What is expected => Leaving every picture out, repeat all of the entries below exactly.

Records shown =>
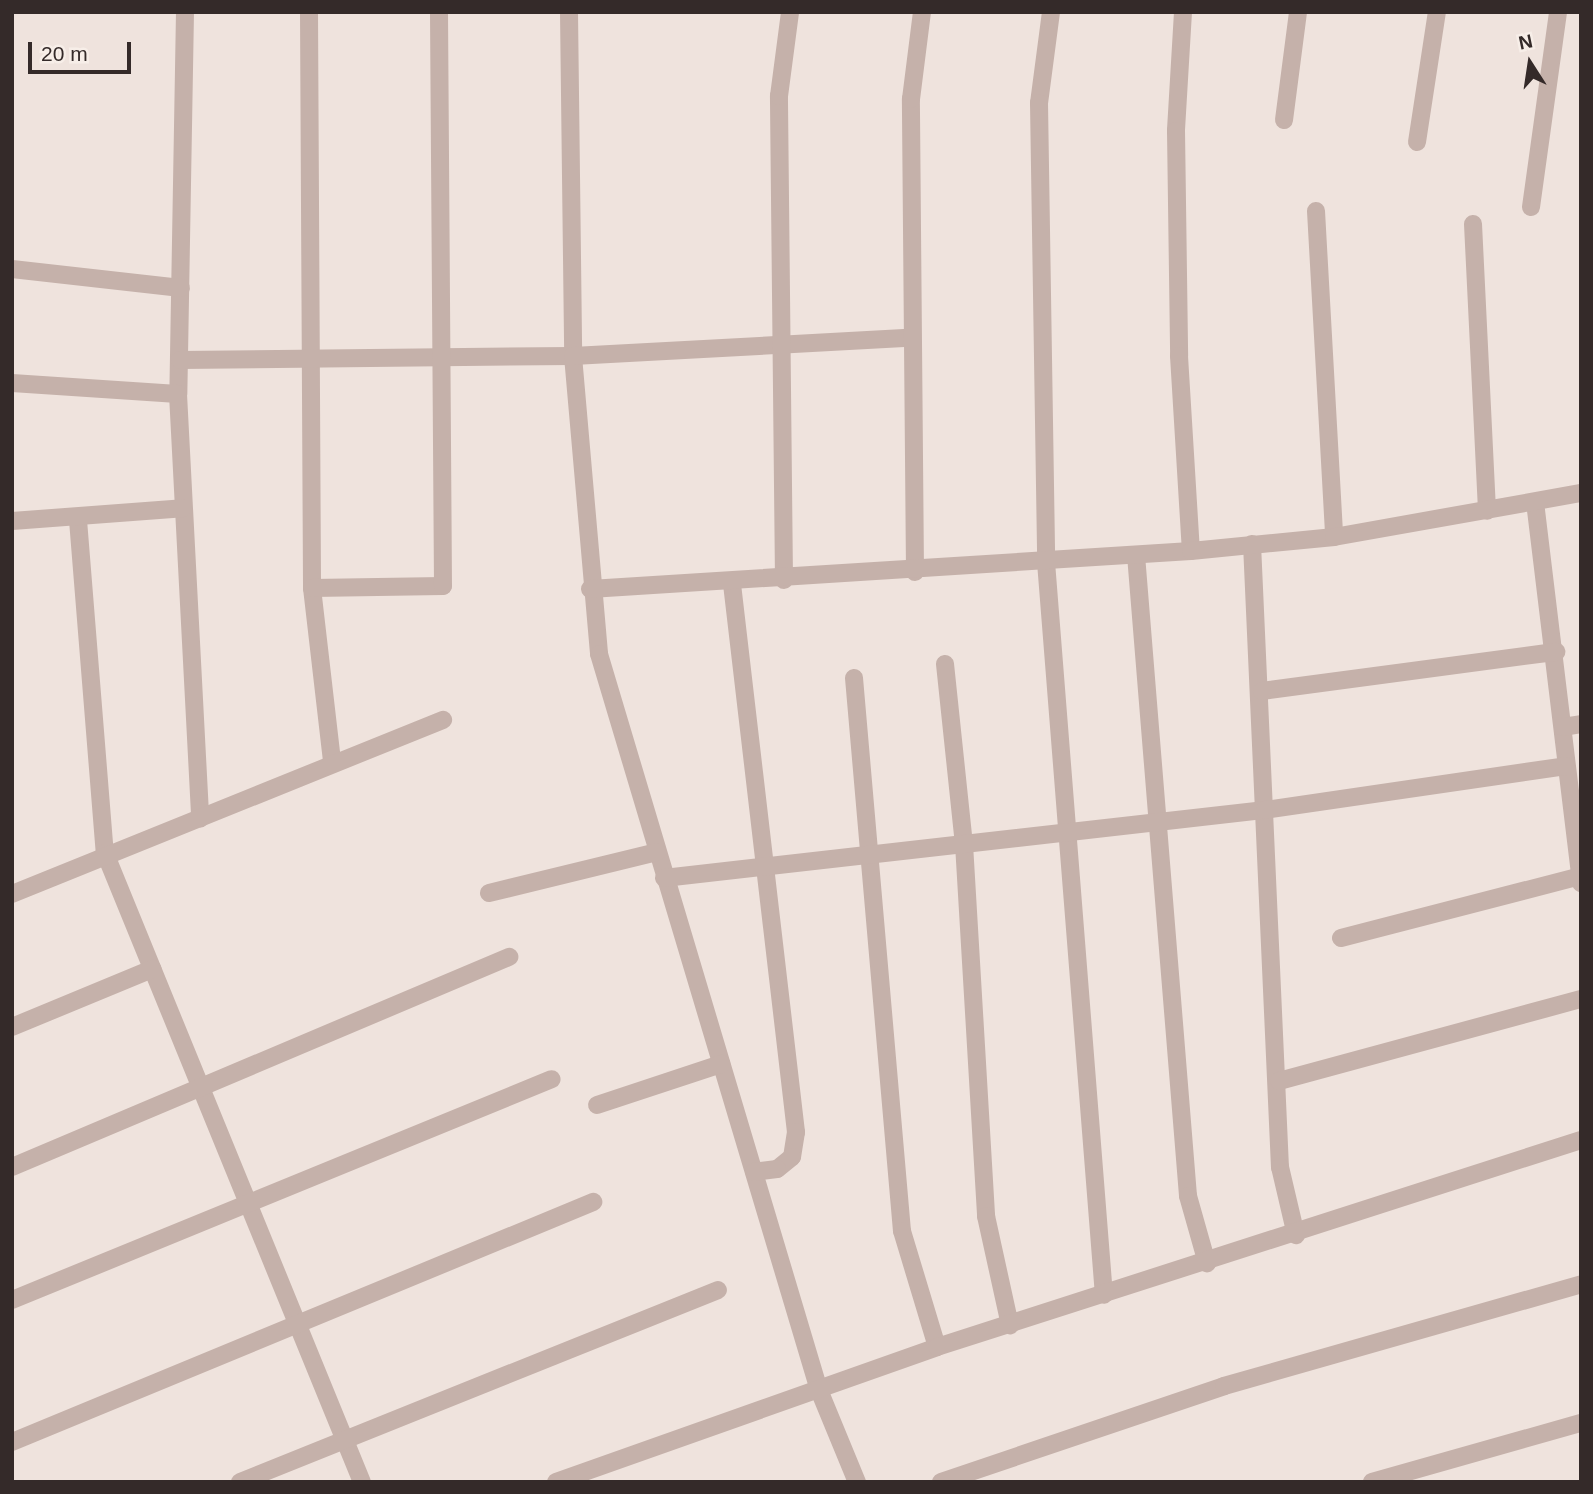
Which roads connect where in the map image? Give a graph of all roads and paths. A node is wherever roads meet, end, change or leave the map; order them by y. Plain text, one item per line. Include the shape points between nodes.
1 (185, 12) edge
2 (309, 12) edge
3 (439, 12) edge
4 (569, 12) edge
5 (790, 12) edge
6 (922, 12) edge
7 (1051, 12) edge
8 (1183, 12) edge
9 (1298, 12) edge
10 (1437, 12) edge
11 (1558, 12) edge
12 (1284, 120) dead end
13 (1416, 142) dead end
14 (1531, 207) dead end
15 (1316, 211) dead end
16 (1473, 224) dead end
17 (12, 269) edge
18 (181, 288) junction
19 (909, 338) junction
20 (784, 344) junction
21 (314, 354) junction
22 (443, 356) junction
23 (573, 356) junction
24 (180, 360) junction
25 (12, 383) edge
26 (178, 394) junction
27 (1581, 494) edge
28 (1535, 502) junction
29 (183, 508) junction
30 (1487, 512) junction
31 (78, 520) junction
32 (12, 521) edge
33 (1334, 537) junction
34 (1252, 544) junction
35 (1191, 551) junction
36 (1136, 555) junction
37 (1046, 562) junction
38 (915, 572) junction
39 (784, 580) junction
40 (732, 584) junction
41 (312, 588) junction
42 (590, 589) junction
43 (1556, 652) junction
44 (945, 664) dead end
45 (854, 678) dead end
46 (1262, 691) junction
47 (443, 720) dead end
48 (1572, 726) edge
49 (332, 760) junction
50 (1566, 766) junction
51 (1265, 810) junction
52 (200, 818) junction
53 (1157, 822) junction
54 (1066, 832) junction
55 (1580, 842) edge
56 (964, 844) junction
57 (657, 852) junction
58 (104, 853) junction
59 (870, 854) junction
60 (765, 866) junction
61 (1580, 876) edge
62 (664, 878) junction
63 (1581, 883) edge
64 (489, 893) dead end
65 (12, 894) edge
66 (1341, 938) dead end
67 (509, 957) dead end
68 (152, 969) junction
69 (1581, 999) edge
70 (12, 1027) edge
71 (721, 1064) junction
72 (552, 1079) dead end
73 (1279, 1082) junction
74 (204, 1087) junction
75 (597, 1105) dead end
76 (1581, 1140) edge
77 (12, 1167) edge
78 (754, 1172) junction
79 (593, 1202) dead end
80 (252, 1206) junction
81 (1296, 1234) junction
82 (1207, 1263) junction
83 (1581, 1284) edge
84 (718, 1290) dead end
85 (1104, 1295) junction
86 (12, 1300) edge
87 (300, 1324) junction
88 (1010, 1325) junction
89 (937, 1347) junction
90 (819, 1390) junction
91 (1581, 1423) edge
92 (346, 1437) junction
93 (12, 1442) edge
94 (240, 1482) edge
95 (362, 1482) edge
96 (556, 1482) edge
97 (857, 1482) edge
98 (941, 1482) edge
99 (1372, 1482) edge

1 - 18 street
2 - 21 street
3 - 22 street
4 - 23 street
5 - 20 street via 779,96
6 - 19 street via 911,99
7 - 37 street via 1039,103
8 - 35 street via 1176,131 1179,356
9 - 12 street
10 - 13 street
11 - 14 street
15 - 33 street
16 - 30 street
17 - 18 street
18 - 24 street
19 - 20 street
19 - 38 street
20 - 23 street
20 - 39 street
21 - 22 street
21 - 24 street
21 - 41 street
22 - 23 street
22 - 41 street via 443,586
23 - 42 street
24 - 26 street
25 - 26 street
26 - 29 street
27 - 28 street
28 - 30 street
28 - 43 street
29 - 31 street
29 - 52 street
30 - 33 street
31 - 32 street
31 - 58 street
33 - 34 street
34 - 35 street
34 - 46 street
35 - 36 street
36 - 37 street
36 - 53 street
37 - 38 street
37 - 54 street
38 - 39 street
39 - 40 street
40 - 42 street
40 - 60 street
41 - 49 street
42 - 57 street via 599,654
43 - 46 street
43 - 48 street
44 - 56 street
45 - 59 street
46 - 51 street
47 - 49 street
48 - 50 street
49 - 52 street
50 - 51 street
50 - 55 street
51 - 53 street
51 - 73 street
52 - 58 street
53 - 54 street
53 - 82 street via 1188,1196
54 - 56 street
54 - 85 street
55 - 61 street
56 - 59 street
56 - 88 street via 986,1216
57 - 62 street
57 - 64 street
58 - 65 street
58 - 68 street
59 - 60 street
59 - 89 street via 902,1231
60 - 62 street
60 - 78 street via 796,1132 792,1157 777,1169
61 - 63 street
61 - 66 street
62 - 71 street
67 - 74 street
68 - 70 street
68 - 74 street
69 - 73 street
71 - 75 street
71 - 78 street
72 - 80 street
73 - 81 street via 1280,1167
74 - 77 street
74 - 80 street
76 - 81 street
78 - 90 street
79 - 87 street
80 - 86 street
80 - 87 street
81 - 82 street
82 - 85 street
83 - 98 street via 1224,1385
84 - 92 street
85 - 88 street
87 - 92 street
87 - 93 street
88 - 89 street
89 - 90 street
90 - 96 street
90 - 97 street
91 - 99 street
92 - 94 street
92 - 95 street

Response for this exercise =>
Which roads connect where in the map image? Give a graph of all roads and paths. A node is wherever roads meet, end, change or leave the map; order them by y. Plain text, one item per line. Include the shape points between nodes.
1 (185, 12) edge
2 (309, 12) edge
3 (439, 12) edge
4 (569, 12) edge
5 (790, 12) edge
6 (922, 12) edge
7 (1051, 12) edge
8 (1183, 12) edge
9 (1298, 12) edge
10 (1437, 12) edge
11 (1558, 12) edge
12 (1284, 120) dead end
13 (1416, 142) dead end
14 (1531, 207) dead end
15 (1316, 211) dead end
16 (1473, 224) dead end
17 (12, 269) edge
18 (181, 288) junction
19 (909, 338) junction
20 (784, 344) junction
21 (314, 354) junction
22 (443, 356) junction
23 (573, 356) junction
24 (180, 360) junction
25 (12, 383) edge
26 (178, 394) junction
27 (1581, 494) edge
28 (1535, 502) junction
29 (183, 508) junction
30 (1487, 512) junction
31 (78, 520) junction
32 (12, 521) edge
33 (1334, 537) junction
34 (1252, 544) junction
35 (1191, 551) junction
36 (1136, 555) junction
37 (1046, 562) junction
38 (915, 572) junction
39 (784, 580) junction
40 (732, 584) junction
41 (312, 588) junction
42 (590, 589) junction
43 (1556, 652) junction
44 (945, 664) dead end
45 (854, 678) dead end
46 (1262, 691) junction
47 (443, 720) dead end
48 (1572, 726) edge
49 (332, 760) junction
50 (1566, 766) junction
51 (1265, 810) junction
52 (200, 818) junction
53 (1157, 822) junction
54 (1066, 832) junction
55 (1580, 842) edge
56 (964, 844) junction
57 (657, 852) junction
58 (104, 853) junction
59 (870, 854) junction
60 (765, 866) junction
61 (1580, 876) edge
62 (664, 878) junction
63 (1581, 883) edge
64 (489, 893) dead end
65 (12, 894) edge
66 (1341, 938) dead end
67 (509, 957) dead end
68 (152, 969) junction
69 (1581, 999) edge
70 (12, 1027) edge
71 (721, 1064) junction
72 (552, 1079) dead end
73 (1279, 1082) junction
74 (204, 1087) junction
75 (597, 1105) dead end
76 (1581, 1140) edge
77 (12, 1167) edge
78 (754, 1172) junction
79 (593, 1202) dead end
80 (252, 1206) junction
81 (1296, 1234) junction
82 (1207, 1263) junction
83 (1581, 1284) edge
84 (718, 1290) dead end
85 (1104, 1295) junction
86 (12, 1300) edge
87 (300, 1324) junction
88 (1010, 1325) junction
89 (937, 1347) junction
90 (819, 1390) junction
91 (1581, 1423) edge
92 (346, 1437) junction
93 (12, 1442) edge
94 (240, 1482) edge
95 (362, 1482) edge
96 (556, 1482) edge
97 (857, 1482) edge
98 (941, 1482) edge
99 (1372, 1482) edge

1 - 18 street
2 - 21 street
3 - 22 street
4 - 23 street
5 - 20 street via 779,96
6 - 19 street via 911,99
7 - 37 street via 1039,103
8 - 35 street via 1176,131 1179,356
9 - 12 street
10 - 13 street
11 - 14 street
15 - 33 street
16 - 30 street
17 - 18 street
18 - 24 street
19 - 20 street
19 - 38 street
20 - 23 street
20 - 39 street
21 - 22 street
21 - 24 street
21 - 41 street
22 - 23 street
22 - 41 street via 443,586
23 - 42 street
24 - 26 street
25 - 26 street
26 - 29 street
27 - 28 street
28 - 30 street
28 - 43 street
29 - 31 street
29 - 52 street
30 - 33 street
31 - 32 street
31 - 58 street
33 - 34 street
34 - 35 street
34 - 46 street
35 - 36 street
36 - 37 street
36 - 53 street
37 - 38 street
37 - 54 street
38 - 39 street
39 - 40 street
40 - 42 street
40 - 60 street
41 - 49 street
42 - 57 street via 599,654
43 - 46 street
43 - 48 street
44 - 56 street
45 - 59 street
46 - 51 street
47 - 49 street
48 - 50 street
49 - 52 street
50 - 51 street
50 - 55 street
51 - 53 street
51 - 73 street
52 - 58 street
53 - 54 street
53 - 82 street via 1188,1196
54 - 56 street
54 - 85 street
55 - 61 street
56 - 59 street
56 - 88 street via 986,1216
57 - 62 street
57 - 64 street
58 - 65 street
58 - 68 street
59 - 60 street
59 - 89 street via 902,1231
60 - 62 street
60 - 78 street via 796,1132 792,1157 777,1169
61 - 63 street
61 - 66 street
62 - 71 street
67 - 74 street
68 - 70 street
68 - 74 street
69 - 73 street
71 - 75 street
71 - 78 street
72 - 80 street
73 - 81 street via 1280,1167
74 - 77 street
74 - 80 street
76 - 81 street
78 - 90 street
79 - 87 street
80 - 86 street
80 - 87 street
81 - 82 street
82 - 85 street
83 - 98 street via 1224,1385
84 - 92 street
85 - 88 street
87 - 92 street
87 - 93 street
88 - 89 street
89 - 90 street
90 - 96 street
90 - 97 street
91 - 99 street
92 - 94 street
92 - 95 street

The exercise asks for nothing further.